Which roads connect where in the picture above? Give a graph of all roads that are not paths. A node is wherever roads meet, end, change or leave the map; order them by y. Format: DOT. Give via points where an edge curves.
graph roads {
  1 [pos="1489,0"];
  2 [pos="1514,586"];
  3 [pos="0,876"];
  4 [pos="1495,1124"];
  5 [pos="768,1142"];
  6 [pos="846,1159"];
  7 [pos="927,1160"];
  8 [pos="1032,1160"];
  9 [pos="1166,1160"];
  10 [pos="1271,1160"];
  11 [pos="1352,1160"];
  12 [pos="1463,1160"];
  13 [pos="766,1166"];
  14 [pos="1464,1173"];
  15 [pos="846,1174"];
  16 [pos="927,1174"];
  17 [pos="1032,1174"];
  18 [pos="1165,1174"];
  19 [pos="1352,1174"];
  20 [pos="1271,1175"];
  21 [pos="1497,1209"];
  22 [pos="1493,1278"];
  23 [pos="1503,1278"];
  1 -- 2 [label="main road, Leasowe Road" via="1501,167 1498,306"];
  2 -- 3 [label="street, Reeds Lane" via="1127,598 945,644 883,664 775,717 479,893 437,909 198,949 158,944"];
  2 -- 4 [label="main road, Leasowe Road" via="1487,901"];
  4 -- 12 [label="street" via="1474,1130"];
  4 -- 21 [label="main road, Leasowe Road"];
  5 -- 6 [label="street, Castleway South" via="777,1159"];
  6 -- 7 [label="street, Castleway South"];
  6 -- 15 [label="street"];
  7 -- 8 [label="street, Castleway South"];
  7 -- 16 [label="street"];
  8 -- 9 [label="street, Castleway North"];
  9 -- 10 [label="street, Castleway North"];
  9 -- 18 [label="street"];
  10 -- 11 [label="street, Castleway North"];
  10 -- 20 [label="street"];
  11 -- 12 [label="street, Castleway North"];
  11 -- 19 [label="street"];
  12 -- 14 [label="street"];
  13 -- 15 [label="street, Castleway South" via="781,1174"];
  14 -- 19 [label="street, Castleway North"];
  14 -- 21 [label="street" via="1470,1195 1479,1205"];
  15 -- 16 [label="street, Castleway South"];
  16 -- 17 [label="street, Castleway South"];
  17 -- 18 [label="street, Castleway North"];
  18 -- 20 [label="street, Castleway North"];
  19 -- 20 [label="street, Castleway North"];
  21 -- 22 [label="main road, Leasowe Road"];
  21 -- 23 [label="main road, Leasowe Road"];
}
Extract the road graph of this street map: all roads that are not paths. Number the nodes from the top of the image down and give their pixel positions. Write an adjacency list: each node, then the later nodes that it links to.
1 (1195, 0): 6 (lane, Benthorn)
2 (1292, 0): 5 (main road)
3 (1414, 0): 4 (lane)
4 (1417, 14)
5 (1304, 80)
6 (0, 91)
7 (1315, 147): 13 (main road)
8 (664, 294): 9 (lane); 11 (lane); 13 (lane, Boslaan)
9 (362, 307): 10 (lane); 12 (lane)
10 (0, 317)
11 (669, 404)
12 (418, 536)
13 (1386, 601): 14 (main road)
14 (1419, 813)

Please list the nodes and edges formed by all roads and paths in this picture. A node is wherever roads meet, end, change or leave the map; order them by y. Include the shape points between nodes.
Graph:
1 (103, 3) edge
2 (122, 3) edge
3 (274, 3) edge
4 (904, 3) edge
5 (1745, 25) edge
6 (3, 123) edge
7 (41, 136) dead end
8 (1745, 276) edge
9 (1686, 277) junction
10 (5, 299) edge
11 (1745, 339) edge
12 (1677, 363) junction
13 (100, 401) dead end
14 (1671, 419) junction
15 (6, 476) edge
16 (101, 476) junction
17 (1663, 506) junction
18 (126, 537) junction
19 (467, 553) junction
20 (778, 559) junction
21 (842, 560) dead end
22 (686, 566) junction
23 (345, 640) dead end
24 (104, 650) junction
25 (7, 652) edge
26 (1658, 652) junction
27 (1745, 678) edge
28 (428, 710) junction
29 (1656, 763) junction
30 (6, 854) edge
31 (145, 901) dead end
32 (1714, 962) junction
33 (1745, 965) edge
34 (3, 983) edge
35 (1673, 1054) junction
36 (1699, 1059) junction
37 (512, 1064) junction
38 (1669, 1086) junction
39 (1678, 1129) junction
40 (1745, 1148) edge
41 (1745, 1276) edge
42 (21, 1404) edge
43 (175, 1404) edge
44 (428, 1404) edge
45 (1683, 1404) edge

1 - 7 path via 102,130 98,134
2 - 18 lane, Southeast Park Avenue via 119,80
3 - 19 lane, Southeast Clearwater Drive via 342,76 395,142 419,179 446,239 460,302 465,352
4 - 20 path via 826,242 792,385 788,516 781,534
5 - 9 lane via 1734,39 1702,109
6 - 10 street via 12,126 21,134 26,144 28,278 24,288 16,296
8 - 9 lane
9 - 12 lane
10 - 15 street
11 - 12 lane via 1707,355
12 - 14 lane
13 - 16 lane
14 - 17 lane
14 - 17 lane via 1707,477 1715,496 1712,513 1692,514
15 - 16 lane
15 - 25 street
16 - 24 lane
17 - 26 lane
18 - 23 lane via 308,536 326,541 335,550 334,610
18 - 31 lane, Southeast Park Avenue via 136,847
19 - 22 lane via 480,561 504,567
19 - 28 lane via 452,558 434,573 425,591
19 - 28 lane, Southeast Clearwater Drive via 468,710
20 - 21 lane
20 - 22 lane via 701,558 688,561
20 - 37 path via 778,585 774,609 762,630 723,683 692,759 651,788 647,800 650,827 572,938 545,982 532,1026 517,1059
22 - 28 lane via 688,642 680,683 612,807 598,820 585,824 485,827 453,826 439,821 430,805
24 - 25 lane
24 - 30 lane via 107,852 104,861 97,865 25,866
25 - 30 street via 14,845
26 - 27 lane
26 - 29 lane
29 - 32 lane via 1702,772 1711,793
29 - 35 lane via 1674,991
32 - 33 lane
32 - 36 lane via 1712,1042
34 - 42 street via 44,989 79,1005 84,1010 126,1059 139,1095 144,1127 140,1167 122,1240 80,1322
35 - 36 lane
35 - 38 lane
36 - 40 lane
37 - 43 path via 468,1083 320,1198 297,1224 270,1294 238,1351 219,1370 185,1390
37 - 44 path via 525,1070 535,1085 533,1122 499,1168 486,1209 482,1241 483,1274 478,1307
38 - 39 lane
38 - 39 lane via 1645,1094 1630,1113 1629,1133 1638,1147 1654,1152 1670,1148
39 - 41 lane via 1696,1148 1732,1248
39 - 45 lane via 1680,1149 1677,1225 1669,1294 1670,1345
======
* **Directions**: Give the number of lines in the records above in which the word "them" appears. Include no other text.

* **Exercise result**: 2